Patients with asymptomatic DVT are also at risk of developing PTS. A systematic review including 364 patients with asymptomatic DVT showed that abdominal and orthopedic surgeries are major predictors for PTS. The drawbacks in the former study were different definitions of PTS according to each author's criteria, random use of anticoagulation upon diagnosis, and different diagnostic methods including venography, duplex ultrasound (DUS), and 125 I-fibrinogen uptake test. Regardless of distinct methodology found in the literature, if a poor DVT history is associated with marked PTS findings, it must prompt careful investigation with DUS first, especially following major abdominal or orthopedic surgery.

Progression of secondary cardiovascular disease (CVD) evolving to PTS has been demonstrated. A study of 73 limbs with secondary CVD showed overall progression in clinical CEAP (clinical, etiologic, anatomic, and pathophysiologic) classes in 31% of the limbs. Skin damage (C4–C6) rate strikingly rose from 4% at the first year to 25% in the 5-year follow-up. Other studies also investigated secondary CVD and clinical course of PTS. In an Italian cohort of 355 patients, the incidence of PTS increased from 17% after the first year to 29% at 8 years of follow-up. Development of reflux alone has been associated with PTS. However, a combination of reflux and obstruction is associated with more severe PTS than reflux or obstruction alone.

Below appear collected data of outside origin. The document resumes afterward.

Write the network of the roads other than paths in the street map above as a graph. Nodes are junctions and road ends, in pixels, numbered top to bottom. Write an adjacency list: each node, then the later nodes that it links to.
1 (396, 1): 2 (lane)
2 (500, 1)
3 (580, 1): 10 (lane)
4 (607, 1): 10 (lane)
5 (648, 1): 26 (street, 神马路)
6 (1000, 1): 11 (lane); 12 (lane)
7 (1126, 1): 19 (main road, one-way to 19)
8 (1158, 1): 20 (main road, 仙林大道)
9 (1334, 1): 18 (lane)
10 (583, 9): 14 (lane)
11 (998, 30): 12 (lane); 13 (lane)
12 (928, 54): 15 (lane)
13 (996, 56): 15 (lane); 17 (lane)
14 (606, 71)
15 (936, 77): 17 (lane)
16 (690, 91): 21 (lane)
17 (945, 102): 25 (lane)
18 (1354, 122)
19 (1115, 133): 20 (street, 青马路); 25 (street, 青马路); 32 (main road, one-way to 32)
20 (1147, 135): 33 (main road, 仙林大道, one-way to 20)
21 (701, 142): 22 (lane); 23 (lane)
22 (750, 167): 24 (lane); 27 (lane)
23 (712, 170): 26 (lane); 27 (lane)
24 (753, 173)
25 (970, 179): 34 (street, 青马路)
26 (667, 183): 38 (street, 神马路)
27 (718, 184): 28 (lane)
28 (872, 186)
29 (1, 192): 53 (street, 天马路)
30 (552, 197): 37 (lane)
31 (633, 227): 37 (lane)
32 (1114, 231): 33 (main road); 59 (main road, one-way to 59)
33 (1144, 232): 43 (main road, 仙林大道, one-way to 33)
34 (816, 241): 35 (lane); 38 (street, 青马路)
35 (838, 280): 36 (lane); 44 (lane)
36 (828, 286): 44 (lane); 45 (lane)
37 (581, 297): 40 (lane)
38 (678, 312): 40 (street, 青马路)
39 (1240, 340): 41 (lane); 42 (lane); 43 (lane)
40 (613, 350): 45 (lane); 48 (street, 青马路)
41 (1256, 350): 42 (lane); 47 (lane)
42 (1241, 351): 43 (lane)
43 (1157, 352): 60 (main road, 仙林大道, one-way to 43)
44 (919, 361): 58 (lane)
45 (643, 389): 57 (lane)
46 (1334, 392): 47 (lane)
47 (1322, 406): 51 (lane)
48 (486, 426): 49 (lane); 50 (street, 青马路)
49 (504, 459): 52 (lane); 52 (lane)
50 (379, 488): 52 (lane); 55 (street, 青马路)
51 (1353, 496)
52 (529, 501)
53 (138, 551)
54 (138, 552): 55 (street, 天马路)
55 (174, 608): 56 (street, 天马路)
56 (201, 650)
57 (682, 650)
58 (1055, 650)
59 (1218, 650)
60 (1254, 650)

Patients with a hypercoagulable state, such as carriers of factor V Lieden (FVL), prothrombin gene mutation, or proteins C and S have been investigated for occurrence of PTS. A study comprising 667 patients with DVT, who sustained hypercoagulable state, demonstrated no association with increased risk of PTS. Furthermore, heterozygosis for FVL was even less associated with PTS than in noncarriers. Another study of 387 patients tested for thrombophilia found no increased risk of PTS in carriers of FVL or prothrombin gene mutation. The same study also showed that the intensity of persistent signs and symptoms in the first month after the episode of acute DVT predicted the incidence of PTS in a dose-dependent manner in the first 2 years.

Nonoperative Treatment

PTS generates high expenses for government and insurance companies because of disability premiums, loss of labor force, and need for rehabilitation and wound care. Thus prevention should always be contemplated to minimize the socioeconomic impact of the disease. DVT prophylaxis is mandatory in different settings such as major surgeries, critically ill patients, and those with significant risk factors for DVT.

Multiple reports have shown that elastic compression applied in patients with acute DVT may decrease the incidence of PTS by 50% at long term. This was evident in two review papers that analyzed all the relevant prospective studies before the release of the SOX trial results. In patients with established PTS, a few treatments are available. Initial treatment for all patients with PTS is nonoperative, with compression to the legs in different levels and intensity. The use of compression stockings in 387 patients could not predict the progression or lack of PTS. However, 20% of patients who did use compression stockings had a risk of developing PTS compared with 47% who did not use compression stockings. The Cochrane collaboration review of 39 randomized control trials concluded that compression was more effective than no compression on ulcer healing. It was also shown that multicomponent systems were more effective in ulcer healing compared with single-component systems. The shortcoming of compression therapy is that up to 20% of patients are noncompliant, and compliance with stockings does not change regardless of the symptoms of PTS. Further discussion of compression and its role on preventing PTS is provided later under Pearls and Pitfalls.

Complementary to the compression therapy, wound care is important to improve ulcer healing rates and patients' quality of life. Many techniques have been applied in different settings varying from local care to more extensive surgical debridement.

More recently, in a small prospective randomized study of patients with PTS, exercise training for 6 months was associated with improvement in quality of life and improvement in scores on the Villalta scale. The authors concluded that these results should be confirmed in a large, prospective randomized trial.